Again, features a unique cartoon drawn style art, which lacks any consistent color contrast. I believe that this only does it justice, since it emphasizes on the not so happy place, which Machinarium is. Accompanied by the subtle and well-tuned-down OST, truly makes an unforgettable experience when it comes to setting the mood.
Now I know, those of you, who have played the game might say something like “but the game has a built-in detailed walkthrough” and to you I say back “yeah, that mini-game to actually open the book is more hassle than its worth, especially when it took me like 3 tries to figure out I could shoot the spiders…”
THE SAMOROST SERIES
This series made me feel like I need to smoke weed in order to figure out how to proceed. Okay, that may be a bit of an overstatement, but truthfully it’s so vague and at the same time specific in places, that you truly are engulfed into an amazing experience. I have to say, this is a good thing, though.
Samorost has a unique world, a whole system in fact, of made up planets, fauna and flora on them, which make up their inhabitants. Each game is its own journey, so you don’t really have to worry about completing previous ones to understand what is going on. I didn’t really get drawn that much to the first game, but the second and most of all the third one were amazing.
The main protagonist is a white little gnome creature, and it journeys into all sorts of trouble for different purposes. In Samorost 1, we had to save our home world from an asteroid, in Samorost 2, some aliens kidnapped our dog and we had to follow and rescue it, and the third installment, which is actually the only full-length game of all, we journey to a number of planets, ultimately having to defeat an evil monk, riding his big bad mechanical dragon-like creature.

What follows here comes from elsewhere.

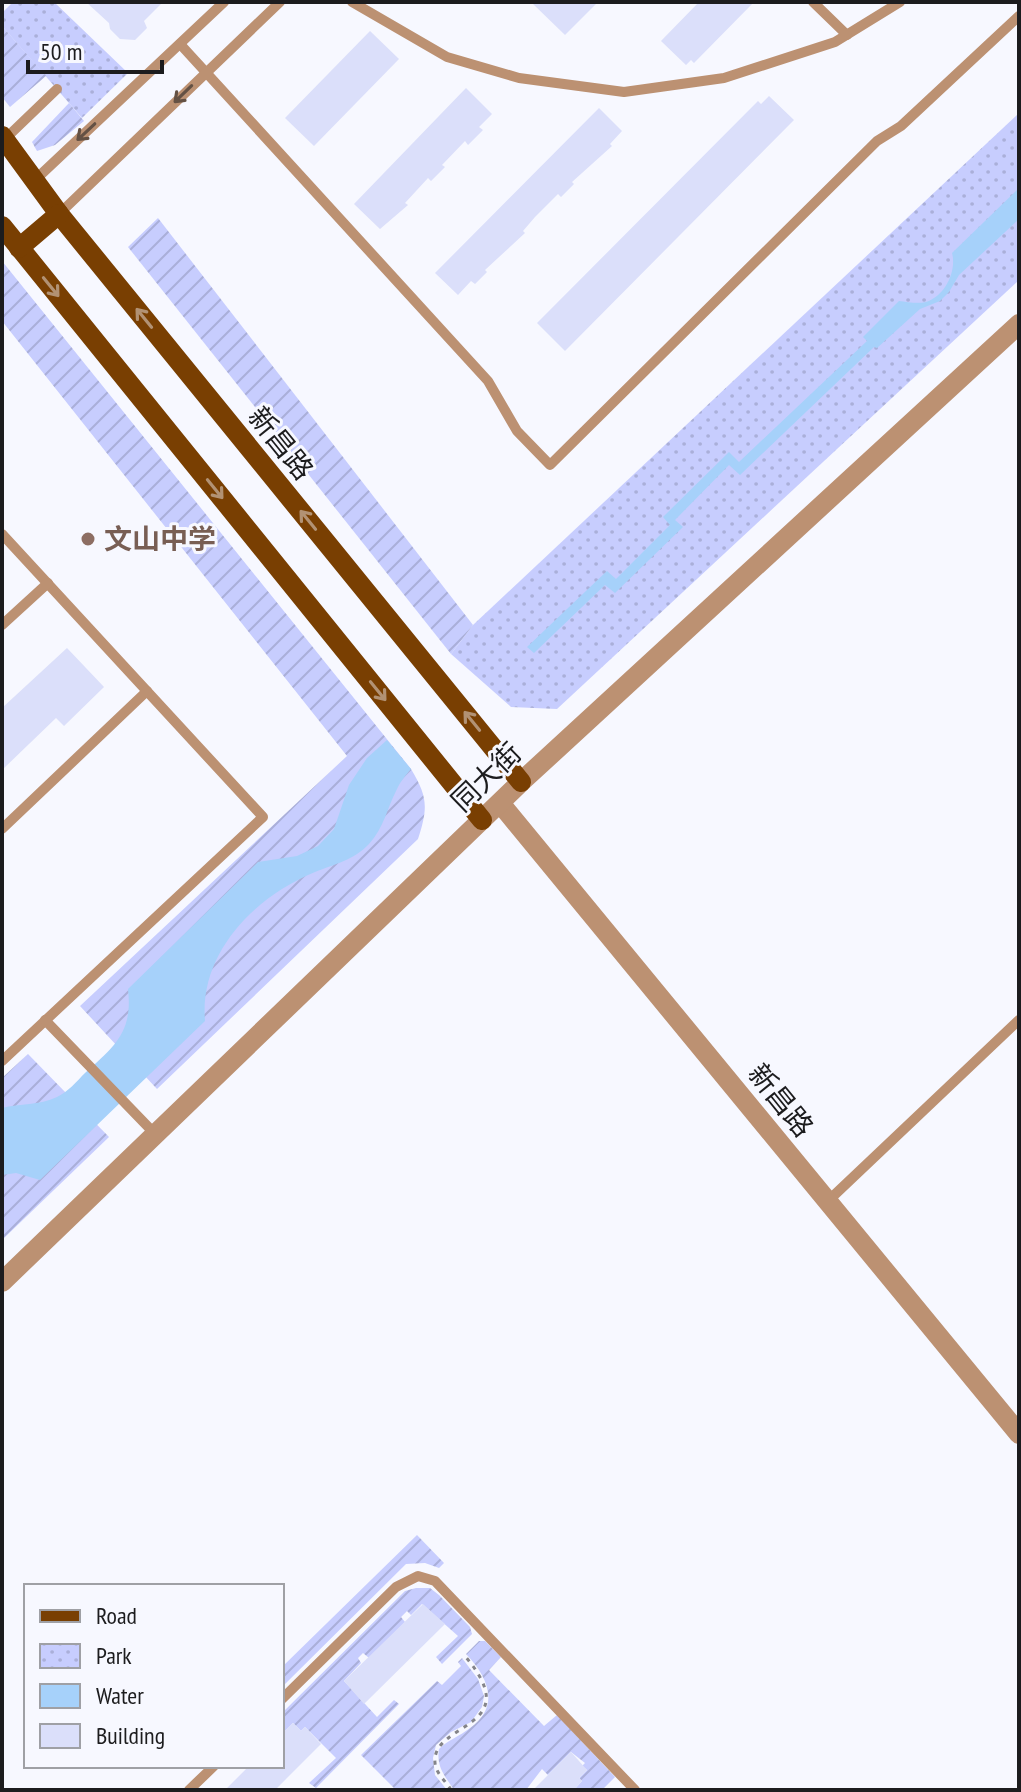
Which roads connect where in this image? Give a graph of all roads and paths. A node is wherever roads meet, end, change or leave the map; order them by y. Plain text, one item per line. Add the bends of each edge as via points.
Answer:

What actually made the most impression on me is the progress between each game and how much the next adds to the core, already present in the previous. The latest mechanic, which we use in Samorost 3, is the one with the trumpet. This is our means of communication with the rest of the world, where we actually lacked in previous titles. I think it was definitely a neat little idea, which made the game even better.
Again we have an amazing art style, adorable creatures and a whole world full of wonders and adventures – truly a touching experience. Unlike Samorost 1 and 2, three gave me the Botanicula vibe of going on a journey, rather than solving puzzles. As far as those go, I do say Samorost 3 features the most unique puzzles of all 3 games, at least in my opinion. Truly, the best way for me to describe it in words would be “always think beyond the ordinary”.

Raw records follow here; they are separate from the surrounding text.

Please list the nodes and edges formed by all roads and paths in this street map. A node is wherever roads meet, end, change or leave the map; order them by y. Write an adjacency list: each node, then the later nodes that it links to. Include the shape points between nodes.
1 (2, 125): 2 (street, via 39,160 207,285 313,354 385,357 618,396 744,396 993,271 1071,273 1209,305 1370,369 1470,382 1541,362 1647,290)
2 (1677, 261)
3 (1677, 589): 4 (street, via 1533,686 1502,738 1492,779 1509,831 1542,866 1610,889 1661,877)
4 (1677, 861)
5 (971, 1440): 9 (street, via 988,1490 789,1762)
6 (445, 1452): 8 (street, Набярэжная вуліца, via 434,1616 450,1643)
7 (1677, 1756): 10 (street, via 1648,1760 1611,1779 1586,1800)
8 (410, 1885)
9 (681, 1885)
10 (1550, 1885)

As some concluding words to this whole thing, I want to emphasize on the fact that puzzle games, don’t always need to feel straining for the mind. Now, despite all the cheating I claimed to do, which did happen, I feel like these games achieved something very important when it comes to solving puzzles. You have the logical aspect of the puzzle versus the calming, beautiful aesthetics and depth and in the thin line, between these two, we find ourselves completely immersed, while playing these titles. And no matter how tired my brain might have felt from trying to figure all those puzzles out (top the fact that I binged all 5 games in a row, with 0 rest in-between), I also felt a sense of warmth and enjoyment, coming from the elements “plot”, “world”, “characters” and “music”.